**Activity**
From the entries below, copy every line that holds the word "KOLI".

(Stored records)
************
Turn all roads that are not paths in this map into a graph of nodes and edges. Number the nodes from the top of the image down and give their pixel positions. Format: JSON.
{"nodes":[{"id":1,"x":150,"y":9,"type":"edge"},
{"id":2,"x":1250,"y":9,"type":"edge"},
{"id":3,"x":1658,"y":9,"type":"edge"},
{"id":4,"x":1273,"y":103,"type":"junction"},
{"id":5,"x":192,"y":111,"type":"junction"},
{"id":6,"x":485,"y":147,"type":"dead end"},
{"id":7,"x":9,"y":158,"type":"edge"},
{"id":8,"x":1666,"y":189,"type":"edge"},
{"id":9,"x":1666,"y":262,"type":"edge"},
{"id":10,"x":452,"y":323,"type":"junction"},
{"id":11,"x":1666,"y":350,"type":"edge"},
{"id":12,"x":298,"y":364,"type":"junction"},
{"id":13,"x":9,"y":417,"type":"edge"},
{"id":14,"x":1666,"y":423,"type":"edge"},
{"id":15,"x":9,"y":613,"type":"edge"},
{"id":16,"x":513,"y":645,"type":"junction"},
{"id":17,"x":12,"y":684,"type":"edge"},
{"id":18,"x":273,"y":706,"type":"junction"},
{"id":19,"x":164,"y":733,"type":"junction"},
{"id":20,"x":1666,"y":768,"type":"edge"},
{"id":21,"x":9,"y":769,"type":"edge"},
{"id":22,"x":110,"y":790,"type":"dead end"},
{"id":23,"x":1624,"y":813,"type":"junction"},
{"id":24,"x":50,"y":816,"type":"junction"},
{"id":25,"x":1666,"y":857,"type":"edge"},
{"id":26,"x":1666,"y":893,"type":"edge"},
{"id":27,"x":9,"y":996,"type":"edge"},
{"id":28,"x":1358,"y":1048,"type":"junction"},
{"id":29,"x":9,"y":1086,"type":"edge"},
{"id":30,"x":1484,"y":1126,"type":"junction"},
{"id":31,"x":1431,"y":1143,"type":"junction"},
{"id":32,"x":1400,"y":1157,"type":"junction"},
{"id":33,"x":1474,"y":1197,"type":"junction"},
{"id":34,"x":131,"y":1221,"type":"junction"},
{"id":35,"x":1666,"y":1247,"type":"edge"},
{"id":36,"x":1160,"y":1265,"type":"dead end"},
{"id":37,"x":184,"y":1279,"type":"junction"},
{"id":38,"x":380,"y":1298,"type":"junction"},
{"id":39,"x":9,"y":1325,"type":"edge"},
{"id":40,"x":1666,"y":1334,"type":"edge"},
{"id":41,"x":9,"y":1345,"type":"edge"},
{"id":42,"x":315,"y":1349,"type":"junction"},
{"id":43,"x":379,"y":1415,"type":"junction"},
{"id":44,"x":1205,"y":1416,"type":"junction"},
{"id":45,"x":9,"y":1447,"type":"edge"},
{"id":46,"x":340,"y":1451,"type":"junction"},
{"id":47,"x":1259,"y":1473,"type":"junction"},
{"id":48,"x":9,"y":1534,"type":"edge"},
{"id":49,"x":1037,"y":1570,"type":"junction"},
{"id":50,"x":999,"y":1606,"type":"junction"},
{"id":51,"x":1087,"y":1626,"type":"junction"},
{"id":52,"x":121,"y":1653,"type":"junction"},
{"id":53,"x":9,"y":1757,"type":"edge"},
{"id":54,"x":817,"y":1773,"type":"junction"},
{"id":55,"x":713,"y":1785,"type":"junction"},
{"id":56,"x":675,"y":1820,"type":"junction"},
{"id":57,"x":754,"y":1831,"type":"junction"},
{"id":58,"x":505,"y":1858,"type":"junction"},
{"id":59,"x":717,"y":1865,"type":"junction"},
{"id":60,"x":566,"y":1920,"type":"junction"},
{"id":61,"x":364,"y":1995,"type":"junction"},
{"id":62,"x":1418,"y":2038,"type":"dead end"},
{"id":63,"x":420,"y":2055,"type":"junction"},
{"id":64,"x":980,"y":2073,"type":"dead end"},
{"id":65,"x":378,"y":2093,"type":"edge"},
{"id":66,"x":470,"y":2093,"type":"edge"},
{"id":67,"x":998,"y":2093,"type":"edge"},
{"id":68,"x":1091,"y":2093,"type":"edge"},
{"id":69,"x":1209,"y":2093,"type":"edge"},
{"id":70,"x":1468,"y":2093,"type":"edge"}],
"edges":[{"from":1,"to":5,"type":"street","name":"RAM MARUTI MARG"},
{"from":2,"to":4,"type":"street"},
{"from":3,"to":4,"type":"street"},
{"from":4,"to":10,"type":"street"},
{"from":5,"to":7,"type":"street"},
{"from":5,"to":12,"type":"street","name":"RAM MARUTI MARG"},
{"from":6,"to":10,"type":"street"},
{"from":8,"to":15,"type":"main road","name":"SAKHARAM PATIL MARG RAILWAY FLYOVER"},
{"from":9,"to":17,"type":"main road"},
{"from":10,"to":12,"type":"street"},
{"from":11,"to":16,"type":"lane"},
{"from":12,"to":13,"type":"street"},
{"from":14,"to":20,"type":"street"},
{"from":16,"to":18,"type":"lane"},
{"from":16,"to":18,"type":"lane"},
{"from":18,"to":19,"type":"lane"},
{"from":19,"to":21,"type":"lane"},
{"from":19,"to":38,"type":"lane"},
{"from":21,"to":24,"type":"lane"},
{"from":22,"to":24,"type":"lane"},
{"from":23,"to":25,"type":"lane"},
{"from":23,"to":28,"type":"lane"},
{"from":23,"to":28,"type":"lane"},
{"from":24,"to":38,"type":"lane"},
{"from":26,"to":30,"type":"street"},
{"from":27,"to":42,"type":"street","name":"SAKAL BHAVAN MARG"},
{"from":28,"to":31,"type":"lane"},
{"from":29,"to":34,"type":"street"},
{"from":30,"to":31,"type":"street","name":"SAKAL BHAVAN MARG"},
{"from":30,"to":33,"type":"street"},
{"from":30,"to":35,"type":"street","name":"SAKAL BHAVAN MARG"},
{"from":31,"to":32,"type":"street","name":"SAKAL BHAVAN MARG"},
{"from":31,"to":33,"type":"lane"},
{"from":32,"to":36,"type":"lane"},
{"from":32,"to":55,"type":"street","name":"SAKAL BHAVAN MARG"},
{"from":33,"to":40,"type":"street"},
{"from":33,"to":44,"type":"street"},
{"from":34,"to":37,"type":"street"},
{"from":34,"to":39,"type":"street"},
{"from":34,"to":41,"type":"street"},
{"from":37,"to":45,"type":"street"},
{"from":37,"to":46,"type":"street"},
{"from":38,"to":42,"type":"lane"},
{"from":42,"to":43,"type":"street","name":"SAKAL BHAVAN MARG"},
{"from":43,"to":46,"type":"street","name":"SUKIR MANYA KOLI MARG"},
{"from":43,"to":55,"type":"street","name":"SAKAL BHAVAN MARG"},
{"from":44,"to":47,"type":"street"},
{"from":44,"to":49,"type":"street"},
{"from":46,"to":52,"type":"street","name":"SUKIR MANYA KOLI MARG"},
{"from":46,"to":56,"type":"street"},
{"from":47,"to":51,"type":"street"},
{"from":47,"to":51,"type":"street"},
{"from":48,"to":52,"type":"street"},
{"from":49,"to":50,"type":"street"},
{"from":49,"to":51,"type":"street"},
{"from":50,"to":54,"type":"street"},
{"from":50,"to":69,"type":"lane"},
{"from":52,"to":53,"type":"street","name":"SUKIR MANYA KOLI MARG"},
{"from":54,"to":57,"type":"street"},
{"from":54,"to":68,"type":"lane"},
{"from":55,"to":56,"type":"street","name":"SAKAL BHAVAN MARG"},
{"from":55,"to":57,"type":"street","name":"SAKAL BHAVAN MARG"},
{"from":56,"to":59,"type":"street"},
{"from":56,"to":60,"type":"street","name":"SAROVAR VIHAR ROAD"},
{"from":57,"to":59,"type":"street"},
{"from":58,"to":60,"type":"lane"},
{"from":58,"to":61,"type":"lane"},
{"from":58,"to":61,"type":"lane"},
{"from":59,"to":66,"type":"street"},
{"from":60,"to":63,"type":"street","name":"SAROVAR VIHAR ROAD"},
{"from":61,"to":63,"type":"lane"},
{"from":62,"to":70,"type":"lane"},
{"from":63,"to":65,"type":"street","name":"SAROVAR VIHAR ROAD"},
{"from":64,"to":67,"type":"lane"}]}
************
**Task solution**
{"from":43,"to":46,"type":"street","name":"SUKIR MANYA KOLI MARG"},
{"from":46,"to":52,"type":"street","name":"SUKIR MANYA KOLI MARG"},
{"from":52,"to":53,"type":"street","name":"SUKIR MANYA KOLI MARG"},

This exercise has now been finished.